One hundred players of black heritage have represented the England national football team at international level.

The landmark was reached on Thursday night when three players of black heritage debuted for England and was discovered during Sky Sports’ production of a special feature on the story of England’s black footballers to mark Black History Month.

Three players of black heritage – Everton’s Dominic Calvert-Lewin, Bukayo Saka of Arsenal and Chelsea’s Reece James – debuted for England in the friendly against Wales on Thursday with James’ second-half introduction from the bench making him the 100th player of black heritage to play for England, just over 40 years since the first.

Reporting on the landmark, Sky Sports’ Jaydee Dyer summarised: “It is incredible to reflect on the strides which have taken place in English football. To have both a senior men’s centurion and 100 different players of black heritage represent the nation is an undoubted sign of progression.

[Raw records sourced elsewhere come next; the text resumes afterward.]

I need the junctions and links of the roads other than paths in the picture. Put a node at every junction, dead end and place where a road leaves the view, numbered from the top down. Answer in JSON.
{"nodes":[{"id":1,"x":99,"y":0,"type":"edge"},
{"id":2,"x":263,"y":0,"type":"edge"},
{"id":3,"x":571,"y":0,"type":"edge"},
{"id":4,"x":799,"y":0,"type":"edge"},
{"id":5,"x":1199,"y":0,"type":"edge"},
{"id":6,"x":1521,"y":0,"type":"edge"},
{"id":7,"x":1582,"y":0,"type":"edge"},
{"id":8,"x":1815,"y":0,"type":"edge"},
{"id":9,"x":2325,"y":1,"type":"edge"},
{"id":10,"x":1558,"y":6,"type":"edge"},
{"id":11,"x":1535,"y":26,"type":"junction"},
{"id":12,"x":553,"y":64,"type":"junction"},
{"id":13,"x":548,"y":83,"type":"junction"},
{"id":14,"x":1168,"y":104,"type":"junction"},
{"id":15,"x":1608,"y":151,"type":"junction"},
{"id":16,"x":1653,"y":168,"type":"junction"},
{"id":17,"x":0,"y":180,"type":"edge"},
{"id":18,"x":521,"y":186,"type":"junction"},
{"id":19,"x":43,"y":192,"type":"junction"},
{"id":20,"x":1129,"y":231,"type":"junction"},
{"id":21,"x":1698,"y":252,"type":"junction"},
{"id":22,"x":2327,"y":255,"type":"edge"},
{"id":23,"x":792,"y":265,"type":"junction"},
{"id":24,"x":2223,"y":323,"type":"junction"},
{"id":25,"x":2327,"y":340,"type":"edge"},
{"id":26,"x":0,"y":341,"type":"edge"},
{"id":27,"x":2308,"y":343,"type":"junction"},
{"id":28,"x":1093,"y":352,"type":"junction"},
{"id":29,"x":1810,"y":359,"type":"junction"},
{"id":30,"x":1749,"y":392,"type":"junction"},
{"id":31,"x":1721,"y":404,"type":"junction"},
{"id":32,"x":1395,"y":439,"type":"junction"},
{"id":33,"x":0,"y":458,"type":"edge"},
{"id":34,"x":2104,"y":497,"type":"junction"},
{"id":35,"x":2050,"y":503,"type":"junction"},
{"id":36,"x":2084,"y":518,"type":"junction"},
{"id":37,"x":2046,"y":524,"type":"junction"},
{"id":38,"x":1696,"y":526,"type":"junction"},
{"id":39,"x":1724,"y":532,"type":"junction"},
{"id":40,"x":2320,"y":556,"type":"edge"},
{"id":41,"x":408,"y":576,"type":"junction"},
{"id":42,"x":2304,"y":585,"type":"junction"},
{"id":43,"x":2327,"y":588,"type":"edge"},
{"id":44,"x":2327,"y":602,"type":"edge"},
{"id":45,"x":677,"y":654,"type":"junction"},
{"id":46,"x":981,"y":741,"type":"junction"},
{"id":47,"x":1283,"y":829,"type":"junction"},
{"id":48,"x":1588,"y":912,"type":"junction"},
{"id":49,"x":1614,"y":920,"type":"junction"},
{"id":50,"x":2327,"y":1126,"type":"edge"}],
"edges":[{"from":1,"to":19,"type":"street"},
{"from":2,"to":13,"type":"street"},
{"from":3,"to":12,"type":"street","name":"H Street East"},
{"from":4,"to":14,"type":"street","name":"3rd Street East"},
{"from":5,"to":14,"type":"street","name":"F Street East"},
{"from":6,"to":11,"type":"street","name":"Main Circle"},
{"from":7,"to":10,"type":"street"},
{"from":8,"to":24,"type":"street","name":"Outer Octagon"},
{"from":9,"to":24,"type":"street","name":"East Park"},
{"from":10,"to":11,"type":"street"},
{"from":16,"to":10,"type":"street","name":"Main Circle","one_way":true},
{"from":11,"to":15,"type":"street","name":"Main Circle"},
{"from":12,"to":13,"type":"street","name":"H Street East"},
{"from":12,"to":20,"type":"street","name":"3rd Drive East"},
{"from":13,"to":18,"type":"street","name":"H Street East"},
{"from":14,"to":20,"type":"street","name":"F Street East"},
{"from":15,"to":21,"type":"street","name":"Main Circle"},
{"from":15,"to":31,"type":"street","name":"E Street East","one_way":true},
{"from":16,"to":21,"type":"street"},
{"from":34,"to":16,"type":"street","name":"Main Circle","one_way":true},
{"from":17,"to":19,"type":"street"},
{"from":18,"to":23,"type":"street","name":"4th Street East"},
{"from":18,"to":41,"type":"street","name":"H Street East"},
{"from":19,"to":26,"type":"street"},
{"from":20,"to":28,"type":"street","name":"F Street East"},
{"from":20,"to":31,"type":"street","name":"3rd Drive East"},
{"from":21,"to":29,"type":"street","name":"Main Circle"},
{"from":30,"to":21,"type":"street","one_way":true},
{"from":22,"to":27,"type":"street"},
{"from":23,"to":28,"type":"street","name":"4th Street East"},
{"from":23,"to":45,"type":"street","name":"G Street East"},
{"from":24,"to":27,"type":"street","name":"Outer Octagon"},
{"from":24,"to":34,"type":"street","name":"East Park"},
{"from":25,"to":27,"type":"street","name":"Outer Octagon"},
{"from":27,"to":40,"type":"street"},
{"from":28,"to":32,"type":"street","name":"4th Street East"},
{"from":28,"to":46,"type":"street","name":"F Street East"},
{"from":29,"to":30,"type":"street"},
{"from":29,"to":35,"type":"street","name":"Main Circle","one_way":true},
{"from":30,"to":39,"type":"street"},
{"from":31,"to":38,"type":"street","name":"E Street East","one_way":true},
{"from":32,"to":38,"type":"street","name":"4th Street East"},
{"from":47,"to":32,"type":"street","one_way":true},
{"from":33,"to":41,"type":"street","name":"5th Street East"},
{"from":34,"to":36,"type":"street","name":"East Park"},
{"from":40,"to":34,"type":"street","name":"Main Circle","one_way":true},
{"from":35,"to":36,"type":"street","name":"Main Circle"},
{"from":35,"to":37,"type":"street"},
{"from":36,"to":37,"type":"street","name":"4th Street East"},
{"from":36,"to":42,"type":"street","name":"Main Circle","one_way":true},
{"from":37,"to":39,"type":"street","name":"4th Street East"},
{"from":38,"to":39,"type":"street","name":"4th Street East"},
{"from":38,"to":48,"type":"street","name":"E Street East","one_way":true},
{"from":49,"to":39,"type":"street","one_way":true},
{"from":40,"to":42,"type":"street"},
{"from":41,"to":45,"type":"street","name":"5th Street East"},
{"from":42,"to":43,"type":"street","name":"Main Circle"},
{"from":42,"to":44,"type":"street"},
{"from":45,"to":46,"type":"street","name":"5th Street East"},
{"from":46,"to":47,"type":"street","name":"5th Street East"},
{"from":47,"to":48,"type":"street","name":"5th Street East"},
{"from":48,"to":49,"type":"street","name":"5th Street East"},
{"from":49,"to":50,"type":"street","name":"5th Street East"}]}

As always the challenge for English football is to continue to create new history.”

Black footballers and England: The landmark moments

  • The 936th player to represent England, Viv Anderson was the first black player to be capped in November 1978.
  • In December 1982, Luther Blissett scored a hat-trick against Luxembourg to become the first black player to score for England – and the first to score a hat-trick.
  • England’s seventh black player, John Barnes became the first black player to feature for England at a World Cup in 1986.
  • In June 1993, Paul Ince was the first black player appointed to captain England.
  • In 2013, Ashley Cole became the first black player to represent England on 100 occasions.

Kick It Out launches Take A Stand campaign

Take A Stand is a new campaign from Kick It Out that is encouraging people across the football community to take action against racism and other forms of discrimination by publicly pledging to be part of positive change.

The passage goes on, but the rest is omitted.